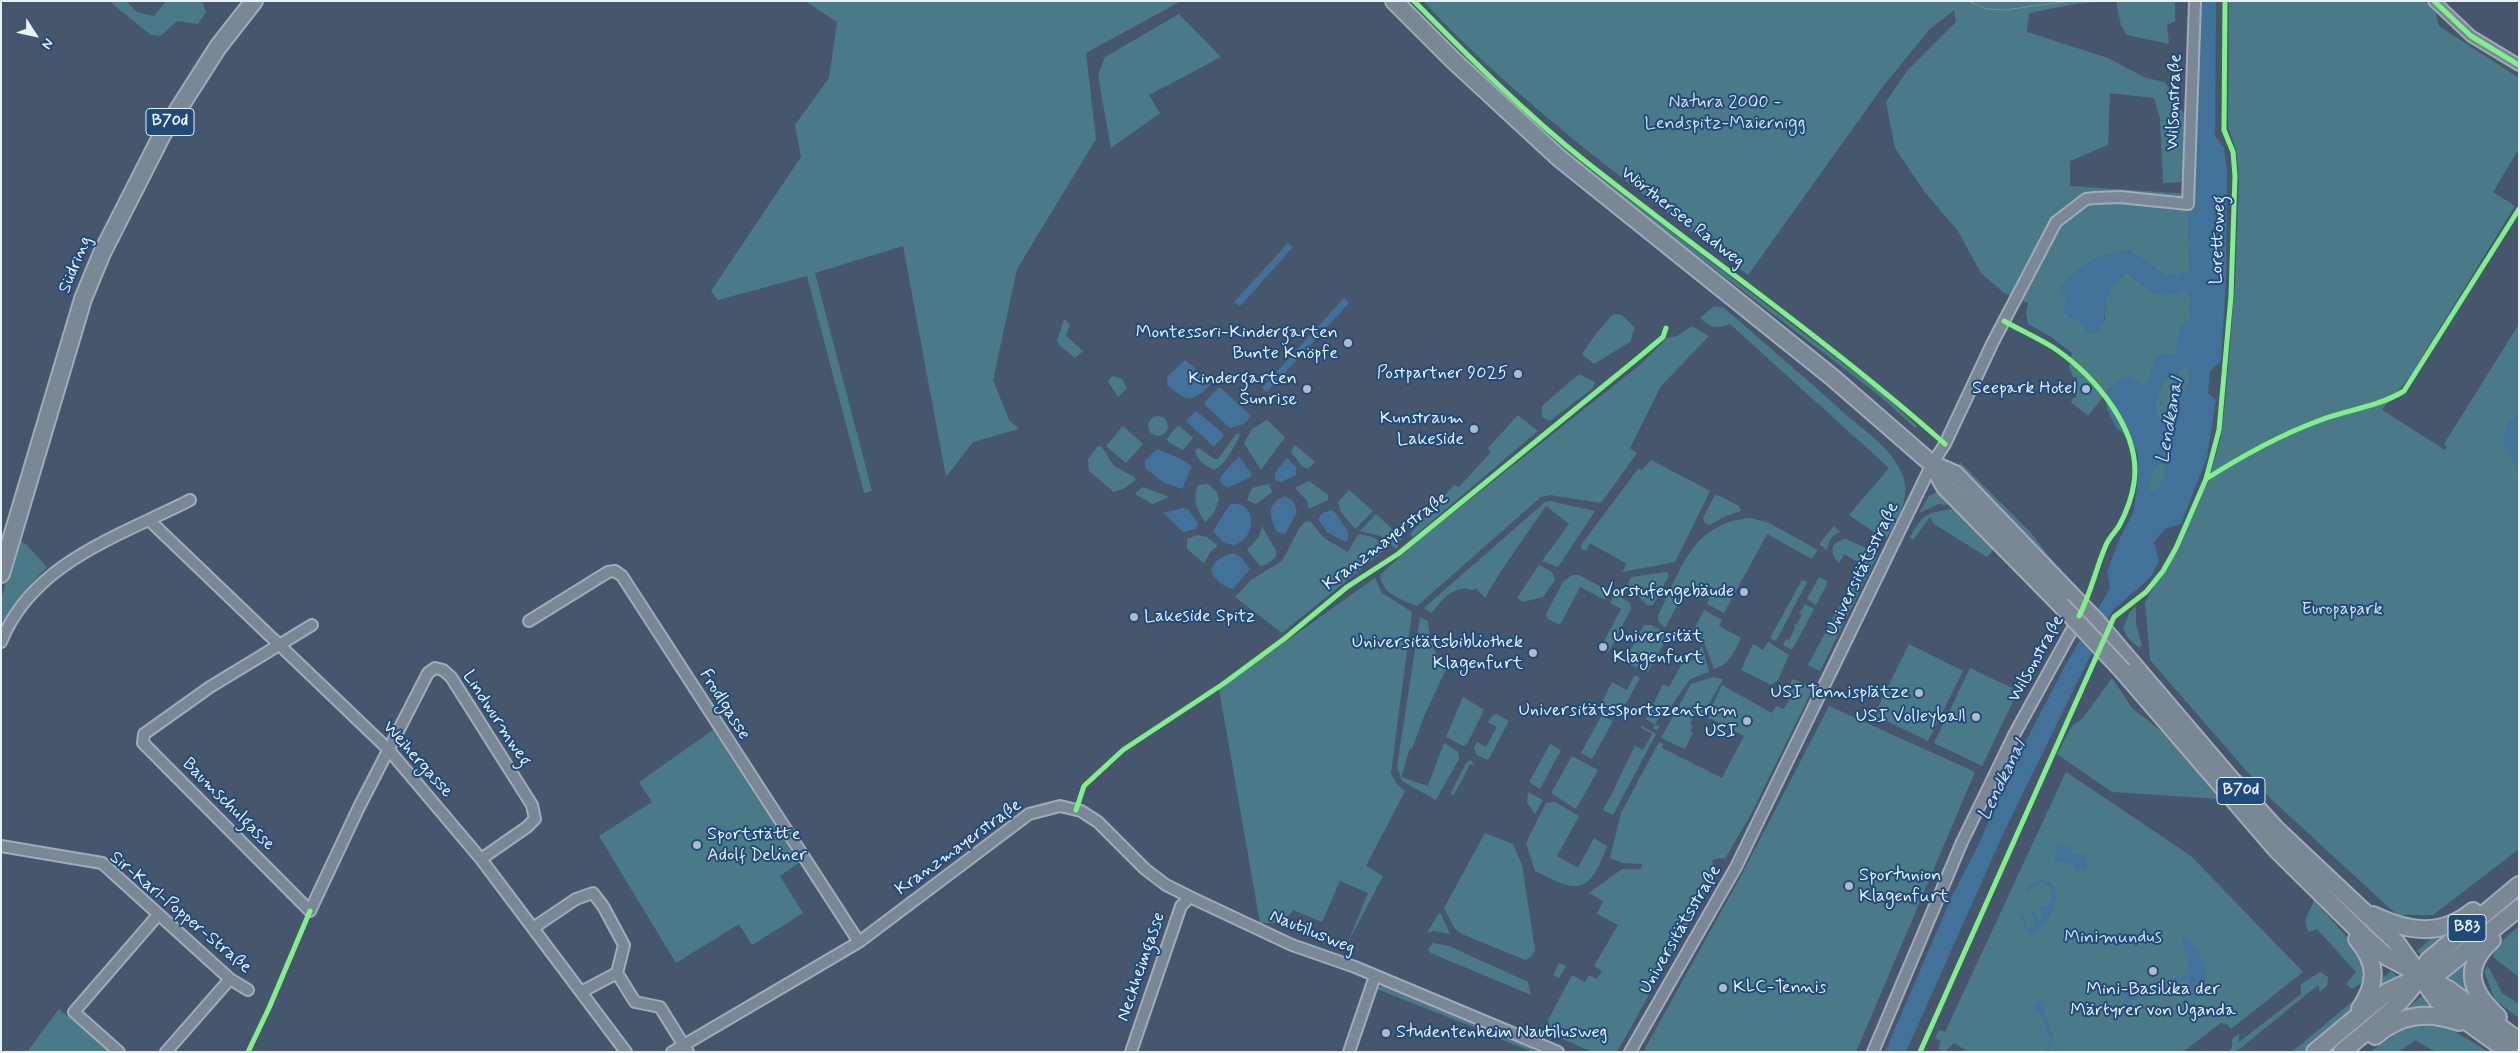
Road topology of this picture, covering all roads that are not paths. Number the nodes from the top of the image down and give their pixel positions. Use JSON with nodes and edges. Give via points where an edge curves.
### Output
{"nodes":[{"id":1,"x":254,"y":1,"type":"edge"},
{"id":2,"x":1394,"y":1,"type":"edge"},
{"id":3,"x":2195,"y":1,"type":"edge"},
{"id":4,"x":2434,"y":1,"type":"edge"},
{"id":5,"x":2519,"y":65,"type":"edge"},
{"id":6,"x":2188,"y":204,"type":"joint"},
{"id":7,"x":1932,"y":464,"type":"junction"},
{"id":8,"x":190,"y":500,"type":"dead end"},
{"id":9,"x":150,"y":521,"type":"junction"},
{"id":10,"x":1,"y":574,"type":"edge"},
{"id":11,"x":2079,"y":616,"type":"dead end"},
{"id":12,"x":529,"y":622,"type":"dead end"},
{"id":13,"x":312,"y":625,"type":"dead end"},
{"id":14,"x":1,"y":642,"type":"edge"},
{"id":15,"x":277,"y":644,"type":"junction"},
{"id":16,"x":2128,"y":667,"type":"junction"},
{"id":17,"x":388,"y":749,"type":"junction"},
{"id":18,"x":1076,"y":810,"type":"joint"},
{"id":19,"x":1,"y":846,"type":"edge"},
{"id":20,"x":2277,"y":850,"type":"junction"},
{"id":21,"x":481,"y":859,"type":"junction"},
{"id":22,"x":2519,"y":874,"type":"edge"},
{"id":23,"x":2519,"y":885,"type":"edge"},
{"id":24,"x":1190,"y":897,"type":"junction"},
{"id":25,"x":2360,"y":908,"type":"junction"},
{"id":26,"x":2519,"y":908,"type":"edge"},
{"id":27,"x":158,"y":915,"type":"junction"},
{"id":28,"x":2519,"y":917,"type":"edge"},
{"id":29,"x":533,"y":928,"type":"junction"},
{"id":30,"x":859,"y":942,"type":"junction"},
{"id":31,"x":617,"y":973,"type":"junction"},
{"id":32,"x":1375,"y":976,"type":"junction"},
{"id":33,"x":2421,"y":976,"type":"junction"},
{"id":34,"x":230,"y":979,"type":"junction"},
{"id":35,"x":248,"y":990,"type":"dead end"},
{"id":36,"x":582,"y":991,"type":"junction"},
{"id":37,"x":2344,"y":1028,"type":"junction"},
{"id":38,"x":2491,"y":1040,"type":"junction"},
{"id":39,"x":2519,"y":1040,"type":"edge"},
{"id":40,"x":686,"y":1048,"type":"edge"},
{"id":41,"x":119,"y":1052,"type":"edge"},
{"id":42,"x":166,"y":1052,"type":"edge"},
{"id":43,"x":626,"y":1052,"type":"edge"},
{"id":44,"x":672,"y":1052,"type":"edge"},
{"id":45,"x":1130,"y":1052,"type":"edge"},
{"id":46,"x":1349,"y":1052,"type":"edge"},
{"id":47,"x":1558,"y":1052,"type":"edge"},
{"id":48,"x":1630,"y":1052,"type":"edge"},
{"id":49,"x":1873,"y":1052,"type":"edge"},
{"id":50,"x":2315,"y":1052,"type":"edge"},
{"id":51,"x":2342,"y":1052,"type":"edge"},
{"id":52,"x":2355,"y":1052,"type":"edge"},
{"id":53,"x":2509,"y":1052,"type":"edge"}],
"edges":[{"from":1,"to":10,"type":"main road","name":"Südring","number":"B70d","via":[[218,47],[162,135],[102,253],[83,299]]},
{"from":2,"to":7,"type":"main road","number":"B70d","via":[[1558,158],[1825,371]]},
{"from":3,"to":6,"type":"street","name":"Wilsonstraße"},
{"from":4,"to":5,"type":"street","via":[[2471,36]]},
{"from":6,"to":7,"type":"street","name":"Universitätsstraße","via":[[2120,197],[2095,198],[2086,200],[2056,222]]},
{"from":7,"to":16,"type":"main road","number":"B70d","bridge":true,"via":[[1945,487],[2066,600]]},
{"from":7,"to":48,"type":"street","name":"Universitätsstraße","via":[[1736,867]]},
{"from":8,"to":9,"type":"street"},
{"from":9,"to":14,"type":"street","via":[[91,547],[56,571],[25,602]]},
{"from":9,"to":15,"type":"street","name":"Weihergasse"},
{"from":11,"to":49,"type":"street","name":"Wilsonstraße","via":[[2014,735],[1962,842]]},
{"from":12,"to":30,"type":"street","name":"Frodlgasse","via":[[608,572],[616,571],[622,576]]},
{"from":13,"to":15,"type":"street","name":"Baumschulgasse"},
{"from":15,"to":17,"type":"street","name":"Weihergasse"},
{"from":15,"to":17,"type":"street","name":"Baumschulgasse","via":[[144,734],[143,743],[310,911]]},
{"from":16,"to":20,"type":"main road","number":"B70d"},
{"from":16,"to":25,"type":"main road","number":"B70d","via":[[2276,829]]},
{"from":17,"to":21,"type":"street","name":"Weihergasse"},
{"from":17,"to":21,"type":"street","name":"Lindwurmweg","via":[[428,673],[435,668],[443,670],[451,677],[532,805],[535,819]]},
{"from":18,"to":24,"type":"street","name":"Nautilusweg","via":[[1098,822],[1145,869]]},
{"from":18,"to":30,"type":"street","name":"Kranzmayerstraße","via":[[1060,806],[1029,814]]},
{"from":19,"to":27,"type":"street","name":"Sir-Karl-Popper-Straße","via":[[102,864]]},
{"from":20,"to":33,"type":"main road","number":"B70d","via":[[2367,939],[2388,957]]},
{"from":20,"to":37,"type":"main road","via":[[2358,941],[2371,961],[2373,983],[2369,994]]},
{"from":21,"to":29,"type":"street","name":"Weihergasse"},
{"from":22,"to":25,"type":"main road","via":[[2451,926],[2412,929]]},
{"from":23,"to":33,"type":"main road","number":"B83","via":[[2428,961]]},
{"from":24,"to":32,"type":"street","name":"Nautilusweg","via":[[1292,945]]},
{"from":24,"to":45,"type":"street","name":"Neckheimgasse","via":[[1181,906]]},
{"from":25,"to":33,"type":"main road","number":"B70d","via":[[2396,942]]},
{"from":26,"to":33,"type":"main road","number":"B83","via":[[2442,971]]},
{"from":27,"to":34,"type":"street","name":"Sir-Karl-Popper-Straße"},
{"from":27,"to":41,"type":"street","via":[[74,1012]]},
{"from":28,"to":39,"type":"main road","via":[[2479,952],[2473,968],[2473,981],[2478,996]]},
{"from":29,"to":31,"type":"street","via":[[576,899],[593,894],[624,945]]},
{"from":29,"to":36,"type":"street","name":"Weihergasse"},
{"from":30,"to":40,"type":"street","name":"Kranzmayerstraße"},
{"from":31,"to":36,"type":"street"},
{"from":31,"to":40,"type":"street","via":[[635,1002],[660,1007]]},
{"from":32,"to":46,"type":"street"},
{"from":32,"to":47,"type":"street","name":"Nautilusweg"},
{"from":33,"to":37,"type":"main road","number":"B83","via":[[2387,992]]},
{"from":33,"to":38,"type":"main road","via":[[2438,1001]]},
{"from":33,"to":39,"type":"main road","via":[[2448,989]]},
{"from":33,"to":51,"type":"main road","number":"B83","via":[[2406,997]]},
{"from":34,"to":35,"type":"street","name":"Sir-Karl-Popper-Straße"},
{"from":34,"to":42,"type":"street"},
{"from":36,"to":43,"type":"street","name":"Weihergasse"},
{"from":37,"to":50,"type":"main road","number":"B83"},
{"from":38,"to":52,"type":"main road","via":[[2460,1022],[2426,1014],[2391,1024]]},
{"from":38,"to":53,"type":"main road"},
{"from":40,"to":44,"type":"street","name":"Kranzmayerstraße"}]}
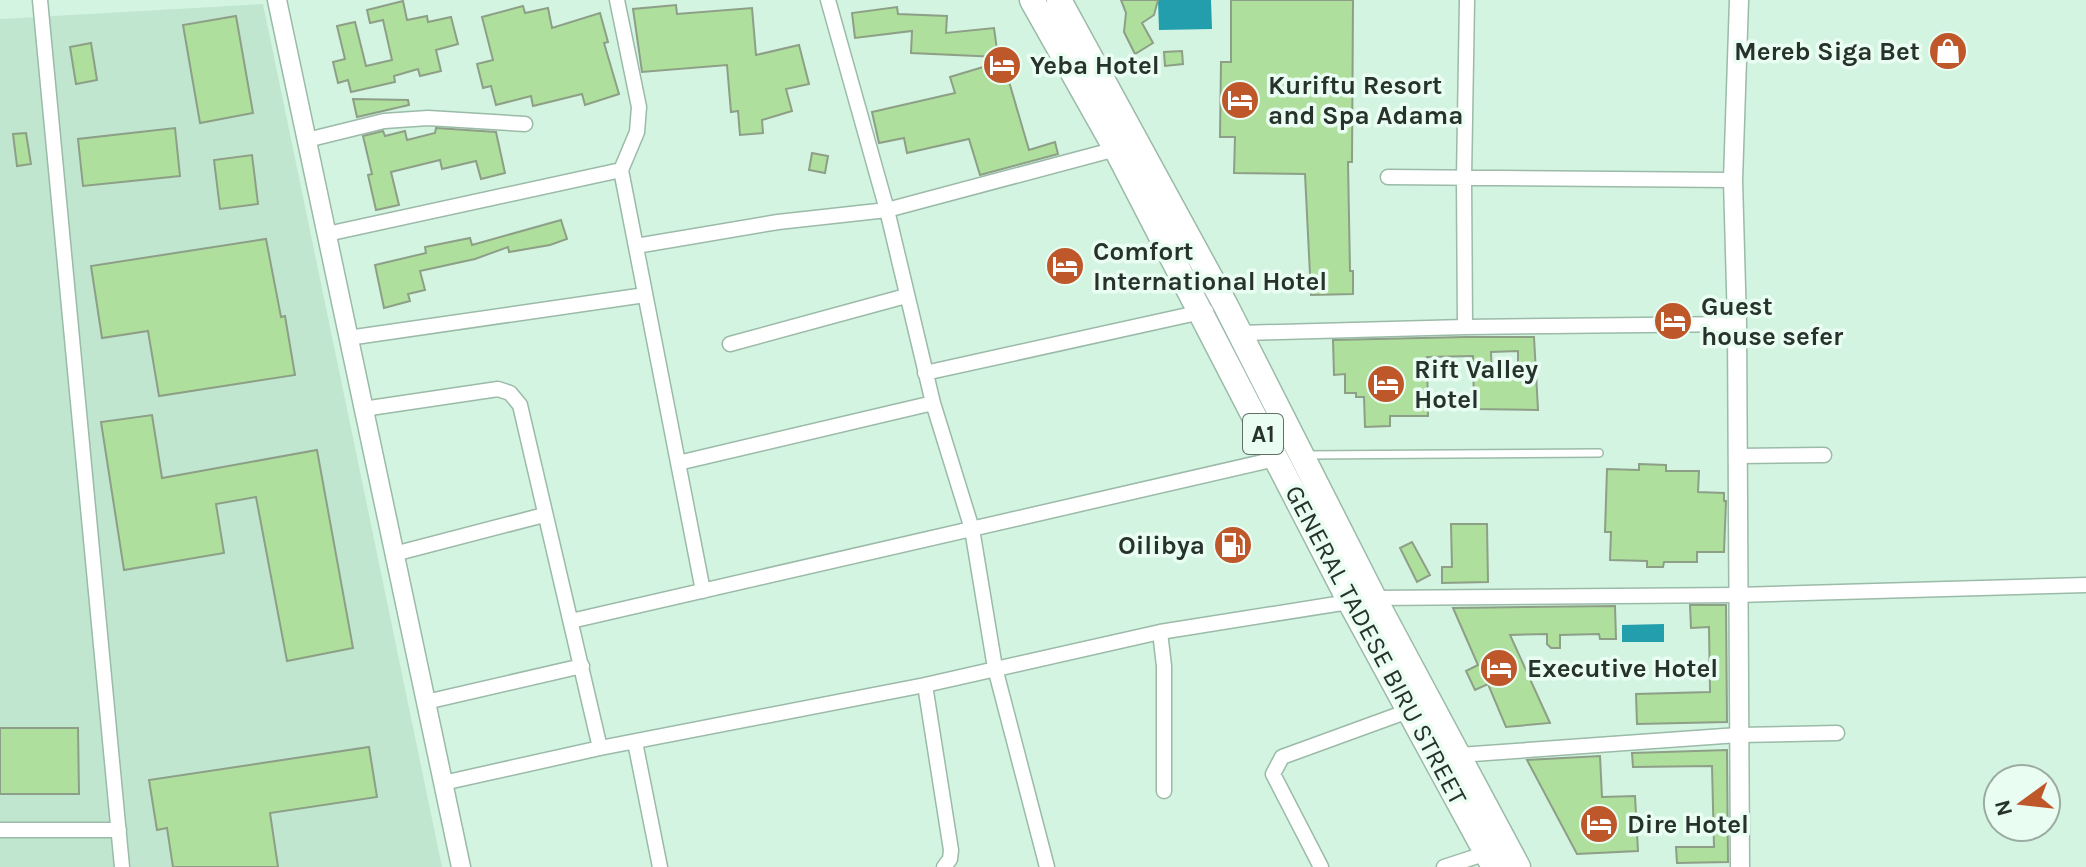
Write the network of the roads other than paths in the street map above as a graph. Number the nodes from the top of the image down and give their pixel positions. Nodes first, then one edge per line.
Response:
1 (40, 0) edge
2 (277, 0) edge
3 (617, 0) edge
4 (828, 0) edge
5 (1032, 0) edge
6 (1059, 0) edge
7 (1467, 0) edge
8 (1739, 0) edge
9 (525, 124) dead end
10 (307, 140) junction
11 (1116, 149) junction
12 (621, 170) junction
13 (1388, 177) dead end
14 (1464, 178) junction
15 (1733, 180) junction
16 (887, 210) junction
17 (327, 234) junction
18 (636, 246) junction
19 (645, 295) junction
20 (906, 296) junction
21 (1226, 306) junction
22 (1201, 313) junction
23 (1737, 324) junction
24 (1465, 327) junction
25 (1239, 333) junction
26 (348, 338) junction
27 (730, 344) dead end
28 (925, 373) junction
29 (933, 403) junction
30 (363, 409) junction
31 (1599, 453) dead end
32 (1824, 455) dead end
33 (1737, 456) junction
34 (1288, 457) junction
35 (678, 463) junction
36 (544, 515) junction
37 (972, 529) junction
38 (394, 554) junction
39 (2086, 585) edge
40 (703, 591) junction
41 (1738, 595) junction
42 (1362, 600) junction
43 (571, 621) junction
44 (1160, 632) junction
45 (582, 666) junction
46 (995, 668) junction
47 (925, 685) junction
48 (426, 702) junction
49 (1411, 710) junction
50 (1837, 733) dead end
51 (1738, 735) junction
52 (635, 742) junction
53 (600, 748) junction
54 (1459, 755) junction
55 (443, 783) junction
56 (1164, 791) dead end
57 (0, 830) edge
58 (119, 830) junction
59 (1491, 860) edge
60 (122, 867) edge
61 (461, 867) edge
62 (660, 867) edge
63 (944, 867) edge
64 (1047, 867) edge
65 (1321, 867) edge
66 (1444, 867) edge
67 (1518, 867) edge
68 (1740, 867) edge

1 - 58 street
2 - 10 street
3 - 12 street
4 - 16 street
5 - 11 main road, GENERAL TADESE BIRU STREET / A1
6 - 21 main road, GENERAL TADESE BIRU STREET / A1
7 - 14 street
8 - 15 street
9 - 10 street
10 - 17 street
11 - 16 street
11 - 22 main road, GENERAL TADESE BIRU STREET / A1
12 - 17 street
12 - 18 street
13 - 14 street
14 - 15 street
14 - 24 street
15 - 23 street
16 - 18 street
16 - 20 street
17 - 26 street
18 - 19 street
19 - 26 street
19 - 35 street
20 - 27 street
20 - 28 street
21 - 22 street
21 - 25 main road, GENERAL TADESE BIRU STREET / A1
22 - 28 street
22 - 34 main road, GENERAL TADESE BIRU STREET / A1
23 - 24 street
23 - 33 street
24 - 25 street
25 - 34 main road, GENERAL TADESE BIRU STREET / A1
26 - 30 street
28 - 29 street
29 - 35 street
29 - 37 street
30 - 36 street
30 - 38 street
31 - 34 lane
32 - 33 street
33 - 41 street
34 - 37 street
34 - 42 main road, GENERAL TADESE BIRU STREET / A1
35 - 40 street
36 - 38 street
36 - 43 street
37 - 40 street
37 - 46 street
38 - 48 street
39 - 41 street
40 - 43 street
41 - 42 street
41 - 51 street
42 - 44 street
42 - 49 main road, GENERAL TADESE BIRU STREET / A1
42 - 54 main road, GENERAL TADESE BIRU STREET / A1
43 - 45 street
44 - 46 street
44 - 56 street
45 - 48 street
45 - 53 street
46 - 47 street
46 - 64 street
47 - 52 street
47 - 63 street
48 - 55 street
49 - 59 main road, GENERAL TADESE BIRU STREET / A1
49 - 65 street
50 - 51 street
51 - 54 street
51 - 68 street
52 - 53 street
52 - 62 street
53 - 55 street
54 - 67 main road, GENERAL TADESE BIRU STREET / A1
55 - 61 street
57 - 58 street
58 - 60 street
59 - 66 street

» **EXERCISE DIRECTIONS**: Keep only the lines of the listing that contain the word "give", and copy them.

» **EXERCISE SOLUTION**:
Road topology of this picture, covering all roads that are not paths. Number the nodes from the top of the image down and give their pixel positions. Use JSON with nodes and edges. Give via points where an edge curves.
Write the network of the roads other than paths in the street map above as a graph. Number the nodes from the top of the image down and give their pixel positions. Nodes first, then one edge per line.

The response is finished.